Life is never the same.
And although, at times, you may feel relieved that the war is over, the loss and the grief remain. No matter what healing or restoration finds its way to you, the tragedy you have endured becomes a part of who you are and who you will become.
It will forever shape you.
* * *
This is not to say that opportunities will not arise that ultimately lead to a full life of new happiness and new dreams. It has been said before that suffering need not be an end, but rather it can be the beginning of a new and daring hope.
Yet, the truth is that no matter what sense you strive to make of it, no matter what happiness you find later, life can never be what it was before—some for worse, some for better.
In a similar way, after entering the reunion and post-reunion process, life will never return to what it was before. Not only so, but it will also continually be defined by the co-existence of the seemingly conflicting emotional experiences of loss and gain, tragedy and redemption, grief and joy.
Although reunion is for what I longed for years and years, although it has brought great relief and comfort, it is also a constant reminder of the pain and alienation that have also characterized the adoption experience for me.
I look into my birth mother’s face and feel joy and relief, while in the same moment a pang of grief and agony writhes within.

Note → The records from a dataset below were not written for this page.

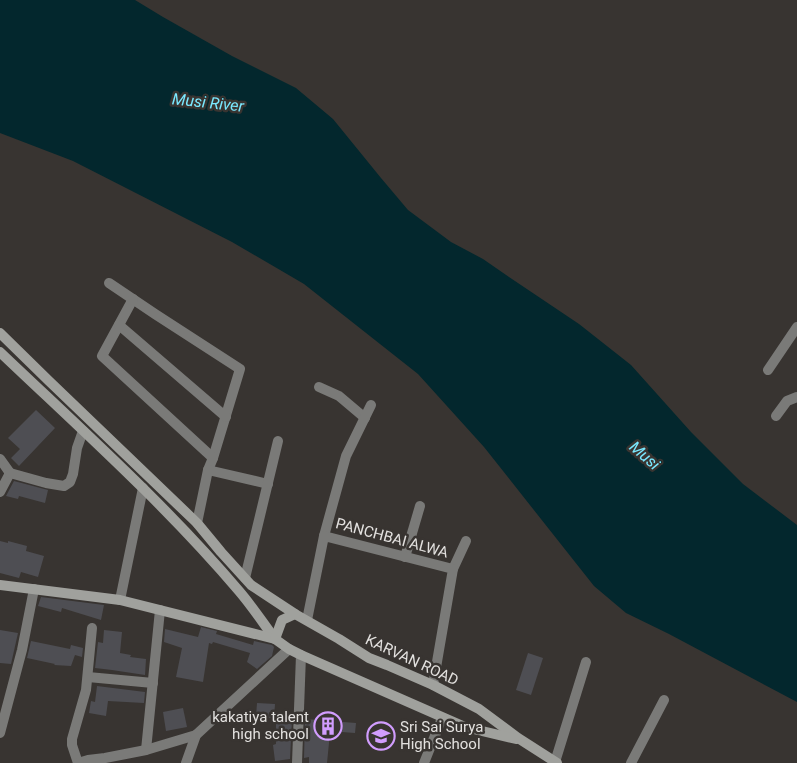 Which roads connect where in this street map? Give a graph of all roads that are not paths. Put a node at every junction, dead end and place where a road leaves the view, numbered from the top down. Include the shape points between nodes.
1 (109, 283) dead end
2 (133, 299) junction
3 (119, 325) junction
4 (797, 327) edge
5 (0, 333) edge
6 (0, 352) edge
7 (768, 370) dead end
8 (319, 387) dead end
9 (797, 397) edge
10 (371, 405) dead end
11 (776, 416) dead end
12 (226, 417) junction
13 (365, 418) junction
14 (83, 431) junction
15 (278, 442) dead end
16 (213, 458) junction
17 (0, 459) edge
18 (208, 470) junction
19 (10, 473) junction
20 (268, 484) junction
21 (144, 488) junction
22 (0, 492) edge
23 (420, 506) dead end
24 (197, 523) junction
25 (324, 536) junction
26 (466, 542) dead end
27 (405, 557) junction
28 (453, 570) junction
29 (245, 578) junction
30 (0, 585) edge
31 (34, 589) junction
32 (120, 600) junction
33 (160, 610) junction
34 (295, 614) junction
35 (307, 620) junction
36 (92, 628) dead end
37 (275, 639) junction
38 (290, 649) junction
39 (302, 655) junction
40 (586, 662) dead end
41 (88, 677) junction
42 (153, 683) junction
43 (433, 685) junction
44 (664, 700) dead end
45 (442, 718) junction
46 (0, 733) edge
47 (196, 736) junction
48 (518, 738) junction
49 (146, 750) junction
50 (556, 762) edge
51 (78, 763) edge
52 (186, 763) edge
53 (297, 763) edge
54 (424, 763) edge
55 (631, 763) edge

1 - 2 street
2 - 3 street
2 - 12 street via 240,369
3 - 12 street
3 - 16 street via 102,356
4 - 7 street
5 - 24 street, KARVAN ROAD
6 - 14 street
8 - 13 street via 339,396
9 - 11 street via 787,401
10 - 13 street
12 - 16 street
13 - 25 street via 346,456
14 - 19 street via 73,474 64,486
14 - 21 street
15 - 20 street
16 - 18 street
17 - 19 street
18 - 20 street
18 - 24 street
19 - 22 street
20 - 29 street
21 - 32 street
21 - 37 street via 234,585
23 - 27 street
24 - 29 street, KARVAN ROAD
25 - 27 street, PANCHBAI ALWA
25 - 35 street, PANCHBAI ALWA
26 - 28 street
27 - 28 street, PANCHBAI ALWA
28 - 43 street, PANCHBAI ALWA
29 - 34 street, KARVAN ROAD
30 - 31 street, KARVAN ROAD
31 - 32 street, KARVAN ROAD
31 - 46 street
32 - 33 street, KARVAN ROAD
33 - 37 street, KARVAN ROAD
33 - 42 street
34 - 35 street, KARVAN ROAD
34 - 37 street via 282,620
35 - 43 street, KARVAN ROAD via 369,658
36 - 41 street
37 - 38 street, KARVAN ROAD
38 - 39 street, KARVAN ROAD
38 - 47 street
39 - 45 street, KARVAN ROAD
39 - 53 street
40 - 50 street
41 - 42 street
41 - 51 street via 72,739
42 - 49 street
43 - 48 street, KARVAN ROAD via 479,709
44 - 55 street
45 - 48 street, KARVAN ROAD via 465,727
45 - 54 street
47 - 49 street
47 - 52 street
48 - 50 street, KARVAN ROAD
49 - 51 street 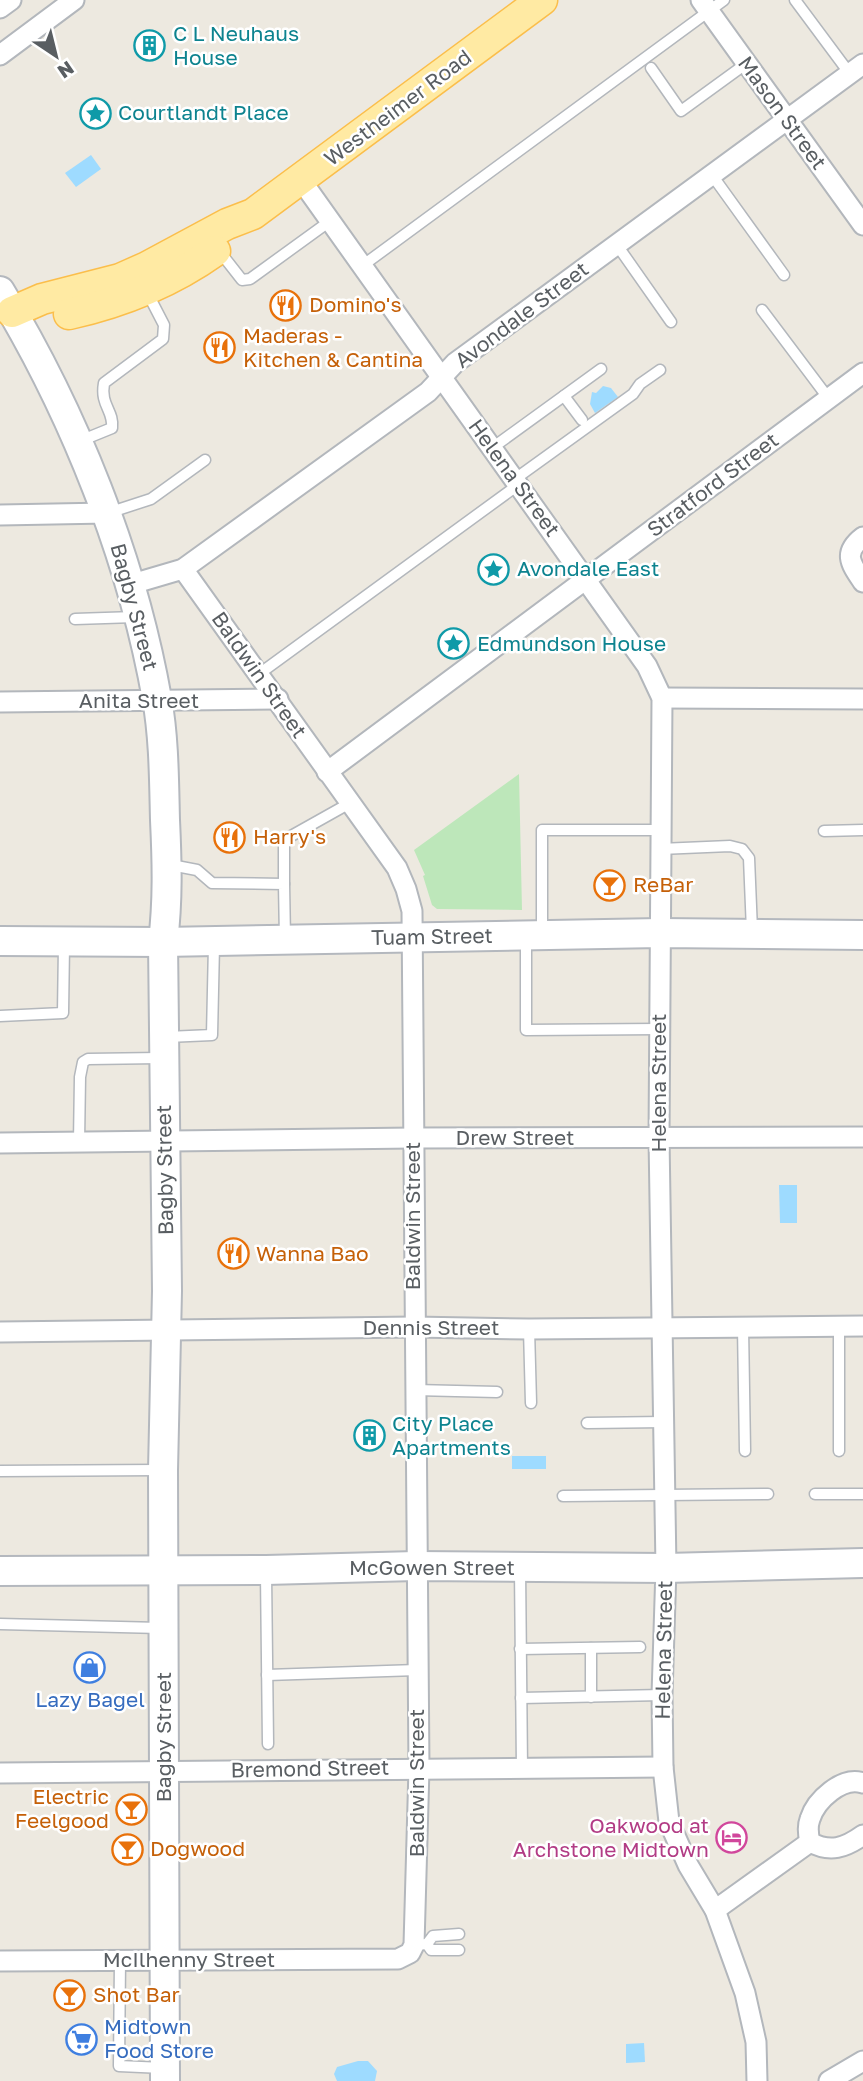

I gaze into my birth father’s face and feel wonder and peace while at the same time I am reminded of the deep sorrow and angst that simultaneously tore us apart yet has ultimately brought us all here together again.
As those who return from war, they are expected to grieve and to mourn, but eventually they are expected to engage in daily life again, and for practical reasons, they must.
I know I must begin to return. I know I must begin to merge and assimilate these worlds.
Yet, in the same way that those who return from war begin to realize that what they have endured and experienced will never be fully understood by those who were not with them, I also realize that there is no telling of this story that will ever fully elucidate what has unfolded and what will continue to be revealed.